Online Program

Reservation youth commerical and ceremonial tobacco assesment: Use, perceptions, attitudes and beliefs

Tuesday, November 3, 2015

Helen Brown, RDN, MPH, Department of Movement Sciences, University of Idaho, Moscow, ID
Tara Kline, CPHQ, SSBB, CHP, Consultant, Spokane Valley, WA

Nationwide youth tobacco rates have declined but little is known about tobacco use, exposure, attitudes and perceptions among Reservation youth. State and national surveys do not assess sacred and ceremonial tobacco use and practices.  A tobacco survey that was both comparable to the CDC Youth Tobacco Survey and relatable to Reservation culture, customs and traditions was administered to  Native and non-Native youth grades 6th to 12th residing on a Northwest Reservation.


The Reservation Youth Tobacco Survey was modeled after the Great Lakes Inter-Tribal Youth Tobacco Survey. Adaptations were made to include Reservation specific graphics, customs and newer tobacco projects (snus, flavored cigars and electronic cigarettes).  Over 84% of enrolled students completed the survey (198); the majority of youth were Native American (64%).  All Reservation schools conducted the survey. Mostly descriptive data was analyzed using Microsoft Access, Excel, and Minitab 17 statistical software.


Consistent with national findings, 30 day Reservation youth use exceeded national rates (45% vs. 23%) and Native use was higher than non-Native (48% vs. 35%) for all tobacco products except chewing tobacco. Reservation Native youth had higher second hand tobacco exposure in homes, cars and work.  One in five Native youth used tobacco ceremoniously and less than half smoked it. Snus and electronic cigarette use was high, especially among females (39%). Perception of harm was low; only 41.2% reported electronic cigarettes were unsafe.  Most youth reported no tobacco harm messages from parents (60.6%), schools (60.8%) or media (41.7%).


Reservation youth, Native and non-Native are exposed to tobacco smoke and use and pro-tobacco messaging. The majority of youth lack protective messages from parents, schools and media and protective policies in homes, cars and worksites. Surveying Reservation youth is critical for strategic education, policy and environmental interventions in homes, schools and the Reservation community.

Learning Areas:

Assessment of individual and community needs for health education
Diversity and culture
Public health or related laws, regulations, standards, or guidelines
Public health or related research

Learning Objectives:
Assess tobacco use among Native non-Native Reservation youth. Differentiate between tobacco use and harm attitudes between Reservation youth. Compare Reservation youth tobacco exposure by age and race.

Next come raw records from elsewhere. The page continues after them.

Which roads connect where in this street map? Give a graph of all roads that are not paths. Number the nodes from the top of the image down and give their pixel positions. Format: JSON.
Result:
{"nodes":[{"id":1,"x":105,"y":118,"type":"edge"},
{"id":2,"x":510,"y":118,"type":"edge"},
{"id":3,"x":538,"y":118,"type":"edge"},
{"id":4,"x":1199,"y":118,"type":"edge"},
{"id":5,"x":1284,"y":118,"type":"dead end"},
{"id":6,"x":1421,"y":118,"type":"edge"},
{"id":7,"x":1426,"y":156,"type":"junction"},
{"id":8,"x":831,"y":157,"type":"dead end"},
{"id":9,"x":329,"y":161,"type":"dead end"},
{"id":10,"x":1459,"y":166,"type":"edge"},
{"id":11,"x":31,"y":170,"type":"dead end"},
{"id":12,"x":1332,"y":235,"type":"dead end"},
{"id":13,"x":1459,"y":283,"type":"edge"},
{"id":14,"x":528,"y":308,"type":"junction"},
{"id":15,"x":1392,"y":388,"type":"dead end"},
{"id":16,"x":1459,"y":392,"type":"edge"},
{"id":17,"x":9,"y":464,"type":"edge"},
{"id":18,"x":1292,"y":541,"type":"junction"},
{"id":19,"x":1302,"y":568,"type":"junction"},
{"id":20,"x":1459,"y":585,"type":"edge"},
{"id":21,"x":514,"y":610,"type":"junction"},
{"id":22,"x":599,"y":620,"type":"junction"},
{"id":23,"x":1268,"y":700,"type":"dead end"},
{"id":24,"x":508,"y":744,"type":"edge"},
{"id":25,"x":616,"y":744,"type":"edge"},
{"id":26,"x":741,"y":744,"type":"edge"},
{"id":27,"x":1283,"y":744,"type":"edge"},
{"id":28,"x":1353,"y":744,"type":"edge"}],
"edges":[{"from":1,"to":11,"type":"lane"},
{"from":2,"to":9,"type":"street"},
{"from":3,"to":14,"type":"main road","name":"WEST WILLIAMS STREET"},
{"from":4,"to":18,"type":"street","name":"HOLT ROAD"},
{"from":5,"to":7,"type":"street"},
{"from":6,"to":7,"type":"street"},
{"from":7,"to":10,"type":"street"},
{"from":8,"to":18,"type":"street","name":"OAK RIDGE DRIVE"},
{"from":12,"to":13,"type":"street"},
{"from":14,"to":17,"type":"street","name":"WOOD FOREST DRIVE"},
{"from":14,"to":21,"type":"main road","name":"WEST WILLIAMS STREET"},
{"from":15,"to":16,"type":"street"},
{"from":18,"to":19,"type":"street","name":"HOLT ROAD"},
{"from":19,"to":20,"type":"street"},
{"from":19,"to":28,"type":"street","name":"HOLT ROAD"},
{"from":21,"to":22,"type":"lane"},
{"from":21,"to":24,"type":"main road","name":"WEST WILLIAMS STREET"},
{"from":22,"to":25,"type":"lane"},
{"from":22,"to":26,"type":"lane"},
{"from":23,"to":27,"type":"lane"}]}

Keyword(s): Tobacco Use, Native Americans

Presenting author's disclosure statement:

Qualified on the content I am responsible for because: I have worked in tobacco control for 16 years and have assessed youth tobacco, alcohol and other drug use, attitudes and perceptions. I have over 15 years of experience working with Native Americans in public health and tobacco control programming.
Any relevant financial relationships? No

I agree to comply with the American Public Health Association Conflict of Interest and Commercial Support Guidelines, and to disclose to the participants any off-label or experimental uses of a commercial product or service discussed in my presentation.